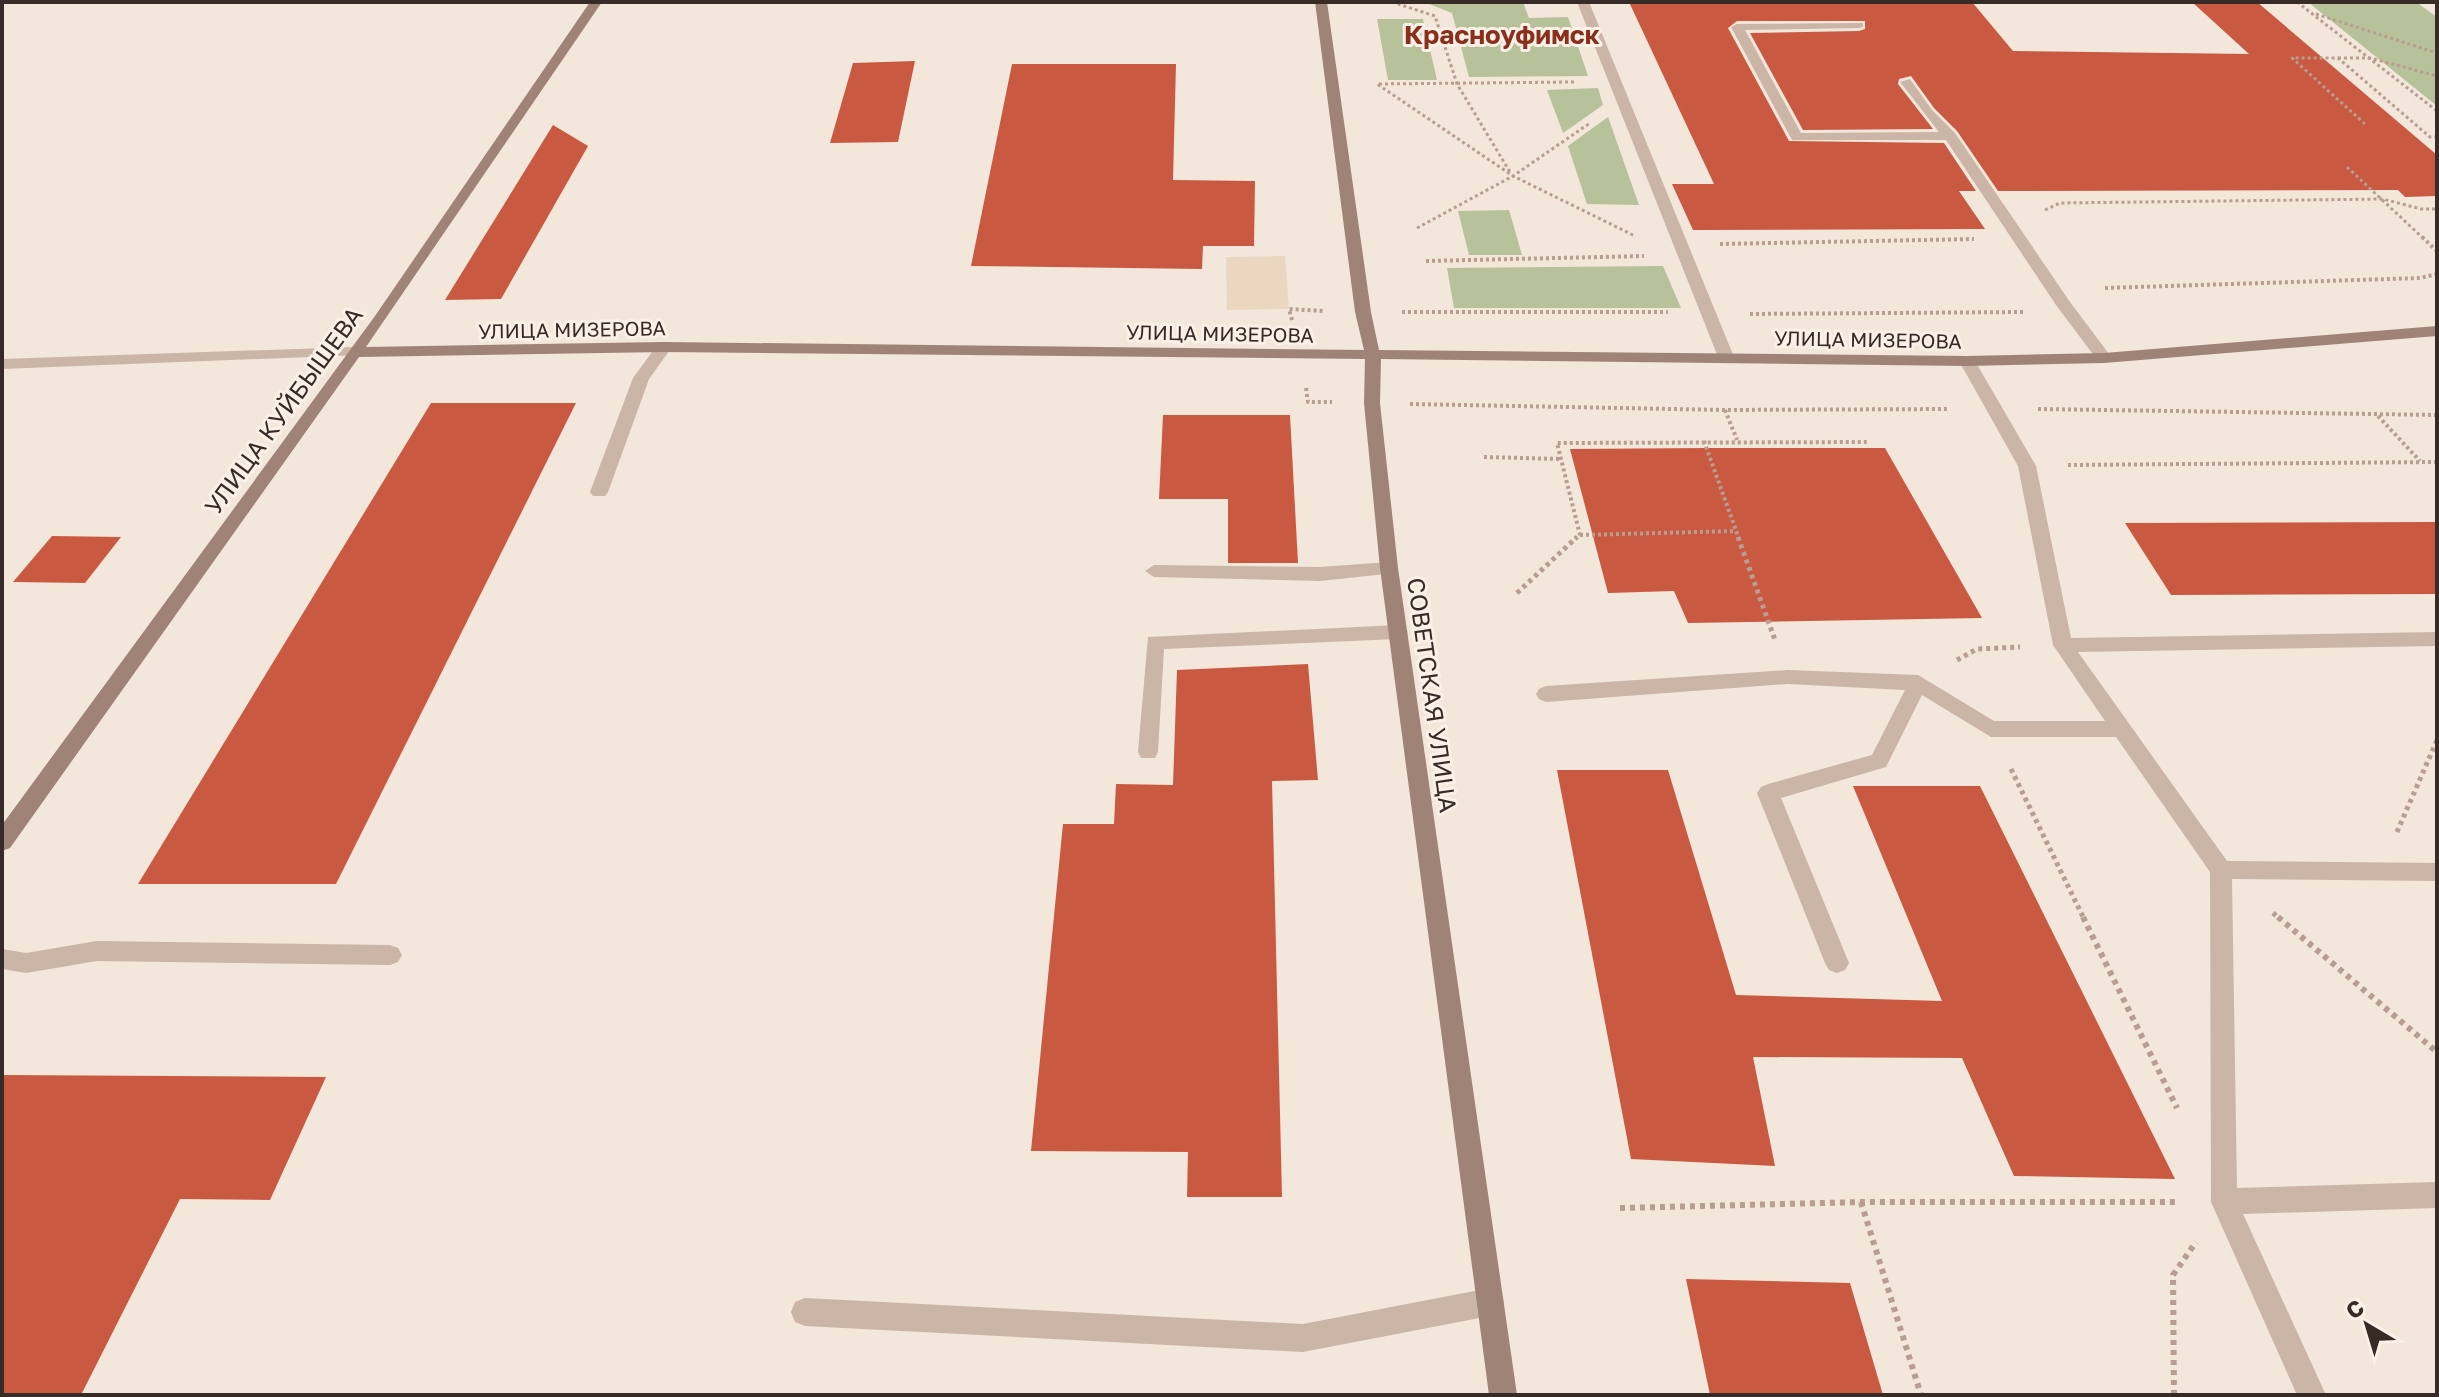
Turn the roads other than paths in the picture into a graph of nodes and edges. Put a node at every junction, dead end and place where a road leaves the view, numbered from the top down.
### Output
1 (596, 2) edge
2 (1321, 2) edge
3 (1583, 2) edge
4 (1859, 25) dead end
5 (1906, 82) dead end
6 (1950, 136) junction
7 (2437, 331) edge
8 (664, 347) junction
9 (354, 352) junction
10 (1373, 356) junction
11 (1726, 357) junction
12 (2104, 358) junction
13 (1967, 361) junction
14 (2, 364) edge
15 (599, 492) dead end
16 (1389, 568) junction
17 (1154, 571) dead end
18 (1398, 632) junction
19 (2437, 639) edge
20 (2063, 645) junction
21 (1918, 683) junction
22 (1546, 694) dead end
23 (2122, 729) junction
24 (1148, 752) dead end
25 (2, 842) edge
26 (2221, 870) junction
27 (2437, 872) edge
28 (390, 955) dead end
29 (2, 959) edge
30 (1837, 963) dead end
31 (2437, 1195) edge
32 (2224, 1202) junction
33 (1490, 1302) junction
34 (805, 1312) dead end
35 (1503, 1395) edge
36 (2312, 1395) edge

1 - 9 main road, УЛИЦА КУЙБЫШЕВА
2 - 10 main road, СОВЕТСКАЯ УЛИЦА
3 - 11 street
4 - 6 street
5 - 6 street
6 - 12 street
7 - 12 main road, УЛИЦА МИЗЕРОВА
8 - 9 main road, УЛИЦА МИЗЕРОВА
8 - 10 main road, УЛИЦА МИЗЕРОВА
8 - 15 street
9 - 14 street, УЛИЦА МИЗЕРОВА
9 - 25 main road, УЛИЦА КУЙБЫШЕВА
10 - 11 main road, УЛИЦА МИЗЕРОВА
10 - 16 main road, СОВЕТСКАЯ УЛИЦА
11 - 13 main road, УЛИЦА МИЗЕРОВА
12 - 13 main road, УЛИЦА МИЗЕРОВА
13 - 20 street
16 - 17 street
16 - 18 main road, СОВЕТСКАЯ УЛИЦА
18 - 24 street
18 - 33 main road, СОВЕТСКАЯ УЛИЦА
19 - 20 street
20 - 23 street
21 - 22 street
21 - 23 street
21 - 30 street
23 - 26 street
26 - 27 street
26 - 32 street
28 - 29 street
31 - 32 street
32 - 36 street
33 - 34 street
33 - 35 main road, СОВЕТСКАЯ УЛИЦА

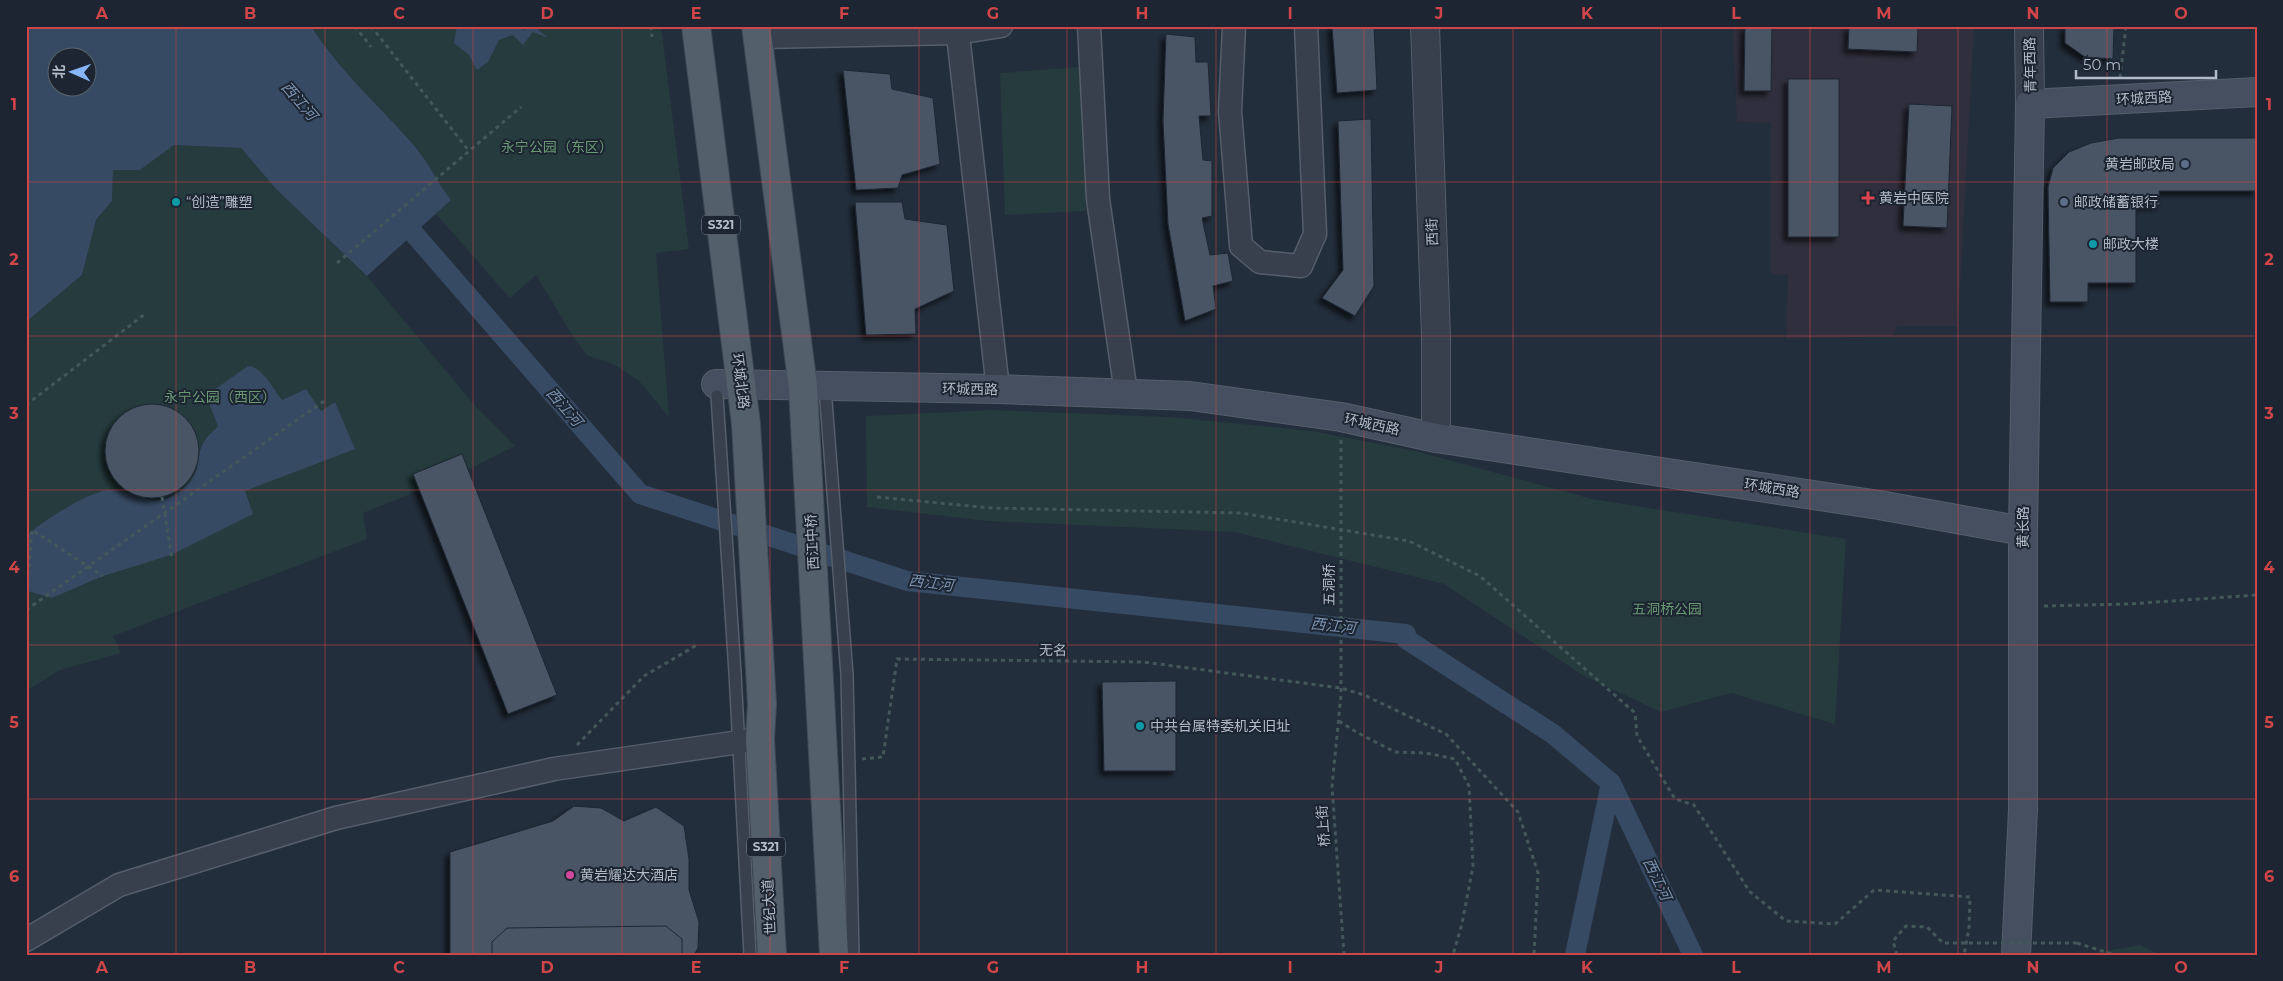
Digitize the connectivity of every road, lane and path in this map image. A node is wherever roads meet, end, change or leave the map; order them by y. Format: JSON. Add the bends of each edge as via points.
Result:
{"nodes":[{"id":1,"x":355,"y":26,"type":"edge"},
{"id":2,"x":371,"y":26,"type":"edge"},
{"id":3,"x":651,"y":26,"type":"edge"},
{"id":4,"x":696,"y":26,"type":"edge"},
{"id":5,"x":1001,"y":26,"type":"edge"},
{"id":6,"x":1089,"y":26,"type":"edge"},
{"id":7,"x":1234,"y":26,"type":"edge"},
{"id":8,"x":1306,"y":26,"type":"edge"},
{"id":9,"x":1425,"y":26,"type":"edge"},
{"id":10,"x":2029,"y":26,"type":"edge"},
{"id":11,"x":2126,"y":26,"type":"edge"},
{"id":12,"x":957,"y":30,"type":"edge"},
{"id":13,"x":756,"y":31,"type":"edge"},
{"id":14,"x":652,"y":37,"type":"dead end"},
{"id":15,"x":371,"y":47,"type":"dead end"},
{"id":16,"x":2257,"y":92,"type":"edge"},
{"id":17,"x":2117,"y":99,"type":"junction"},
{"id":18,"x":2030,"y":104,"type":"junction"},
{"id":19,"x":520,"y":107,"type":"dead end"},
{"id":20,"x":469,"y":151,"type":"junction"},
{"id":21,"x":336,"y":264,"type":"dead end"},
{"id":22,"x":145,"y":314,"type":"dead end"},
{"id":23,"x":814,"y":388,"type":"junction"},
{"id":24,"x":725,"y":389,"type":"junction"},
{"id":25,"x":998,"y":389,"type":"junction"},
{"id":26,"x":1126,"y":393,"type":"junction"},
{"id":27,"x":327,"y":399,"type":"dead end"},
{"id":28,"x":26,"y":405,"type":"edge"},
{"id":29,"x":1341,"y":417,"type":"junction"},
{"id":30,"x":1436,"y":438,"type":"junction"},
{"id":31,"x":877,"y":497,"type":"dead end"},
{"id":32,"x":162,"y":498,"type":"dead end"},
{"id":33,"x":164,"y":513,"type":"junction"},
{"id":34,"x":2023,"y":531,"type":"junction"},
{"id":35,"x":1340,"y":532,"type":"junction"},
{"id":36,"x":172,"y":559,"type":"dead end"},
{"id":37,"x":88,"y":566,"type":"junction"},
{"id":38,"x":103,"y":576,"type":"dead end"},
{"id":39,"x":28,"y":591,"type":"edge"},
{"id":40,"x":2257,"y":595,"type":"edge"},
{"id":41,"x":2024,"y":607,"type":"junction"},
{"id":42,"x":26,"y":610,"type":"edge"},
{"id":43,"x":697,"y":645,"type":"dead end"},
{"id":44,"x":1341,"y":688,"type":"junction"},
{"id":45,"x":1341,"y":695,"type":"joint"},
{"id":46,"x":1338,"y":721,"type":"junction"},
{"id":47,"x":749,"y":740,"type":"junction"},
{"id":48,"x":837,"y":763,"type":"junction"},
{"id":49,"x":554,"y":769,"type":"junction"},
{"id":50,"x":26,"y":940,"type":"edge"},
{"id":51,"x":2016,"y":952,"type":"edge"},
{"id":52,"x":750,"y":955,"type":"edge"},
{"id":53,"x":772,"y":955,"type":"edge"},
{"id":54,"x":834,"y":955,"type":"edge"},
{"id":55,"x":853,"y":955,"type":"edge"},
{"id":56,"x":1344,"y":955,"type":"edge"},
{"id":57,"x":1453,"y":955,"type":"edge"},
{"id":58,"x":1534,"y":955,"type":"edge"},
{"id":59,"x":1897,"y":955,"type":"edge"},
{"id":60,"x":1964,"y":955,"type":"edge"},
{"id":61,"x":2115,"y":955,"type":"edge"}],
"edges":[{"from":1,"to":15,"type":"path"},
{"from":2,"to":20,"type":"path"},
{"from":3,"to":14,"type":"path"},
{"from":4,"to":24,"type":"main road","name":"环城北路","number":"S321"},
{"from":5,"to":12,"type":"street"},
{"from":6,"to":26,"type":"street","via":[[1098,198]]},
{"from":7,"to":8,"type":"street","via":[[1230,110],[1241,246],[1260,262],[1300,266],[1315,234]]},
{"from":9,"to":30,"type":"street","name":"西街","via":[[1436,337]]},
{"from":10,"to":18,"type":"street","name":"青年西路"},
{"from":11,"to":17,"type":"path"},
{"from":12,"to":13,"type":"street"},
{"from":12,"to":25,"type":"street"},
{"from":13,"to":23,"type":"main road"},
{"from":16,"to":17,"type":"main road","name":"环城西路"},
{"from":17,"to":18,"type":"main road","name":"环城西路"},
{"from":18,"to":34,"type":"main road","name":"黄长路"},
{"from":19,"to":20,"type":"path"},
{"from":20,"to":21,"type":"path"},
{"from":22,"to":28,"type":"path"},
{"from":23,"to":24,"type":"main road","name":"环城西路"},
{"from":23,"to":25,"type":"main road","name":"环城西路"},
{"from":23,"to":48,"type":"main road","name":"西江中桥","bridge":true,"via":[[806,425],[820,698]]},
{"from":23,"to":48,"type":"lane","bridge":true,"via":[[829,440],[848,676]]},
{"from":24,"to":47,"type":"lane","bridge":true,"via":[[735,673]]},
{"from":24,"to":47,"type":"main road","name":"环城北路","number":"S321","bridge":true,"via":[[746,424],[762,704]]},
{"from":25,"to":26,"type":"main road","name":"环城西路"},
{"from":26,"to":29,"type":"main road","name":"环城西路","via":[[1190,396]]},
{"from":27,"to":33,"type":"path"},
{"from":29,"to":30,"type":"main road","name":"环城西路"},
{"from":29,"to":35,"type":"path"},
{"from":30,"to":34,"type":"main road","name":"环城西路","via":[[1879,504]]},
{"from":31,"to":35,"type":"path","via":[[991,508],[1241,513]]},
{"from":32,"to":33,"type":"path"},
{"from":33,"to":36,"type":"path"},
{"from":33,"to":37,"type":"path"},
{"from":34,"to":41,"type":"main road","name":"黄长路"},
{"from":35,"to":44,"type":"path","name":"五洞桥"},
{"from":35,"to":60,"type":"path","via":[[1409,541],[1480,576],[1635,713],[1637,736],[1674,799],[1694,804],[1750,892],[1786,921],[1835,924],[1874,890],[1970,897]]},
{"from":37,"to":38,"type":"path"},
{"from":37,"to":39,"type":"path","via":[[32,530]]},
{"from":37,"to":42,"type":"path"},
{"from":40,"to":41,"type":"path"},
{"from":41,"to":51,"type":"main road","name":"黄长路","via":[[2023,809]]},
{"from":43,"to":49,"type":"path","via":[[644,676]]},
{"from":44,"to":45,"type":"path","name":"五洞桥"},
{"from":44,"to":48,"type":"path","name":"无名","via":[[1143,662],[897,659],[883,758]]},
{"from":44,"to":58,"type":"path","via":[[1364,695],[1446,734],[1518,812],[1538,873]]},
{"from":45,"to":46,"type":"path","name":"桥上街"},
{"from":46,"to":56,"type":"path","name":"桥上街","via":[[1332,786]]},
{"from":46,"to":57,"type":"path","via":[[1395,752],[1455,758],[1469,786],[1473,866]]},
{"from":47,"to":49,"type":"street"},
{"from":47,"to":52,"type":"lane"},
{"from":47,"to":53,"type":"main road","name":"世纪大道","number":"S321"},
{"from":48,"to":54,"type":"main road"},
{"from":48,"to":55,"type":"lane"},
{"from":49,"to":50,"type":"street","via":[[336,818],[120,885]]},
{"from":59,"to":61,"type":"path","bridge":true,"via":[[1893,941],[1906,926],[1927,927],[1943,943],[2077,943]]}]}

▸ Goal of the exercise: From the data above, copy each line that has the string "СОВЕТСКАЯ".

▸ Response area:
2 - 10 main road, СОВЕТСКАЯ УЛИЦА
10 - 16 main road, СОВЕТСКАЯ УЛИЦА
16 - 18 main road, СОВЕТСКАЯ УЛИЦА
18 - 33 main road, СОВЕТСКАЯ УЛИЦА
33 - 35 main road, СОВЕТСКАЯ УЛИЦА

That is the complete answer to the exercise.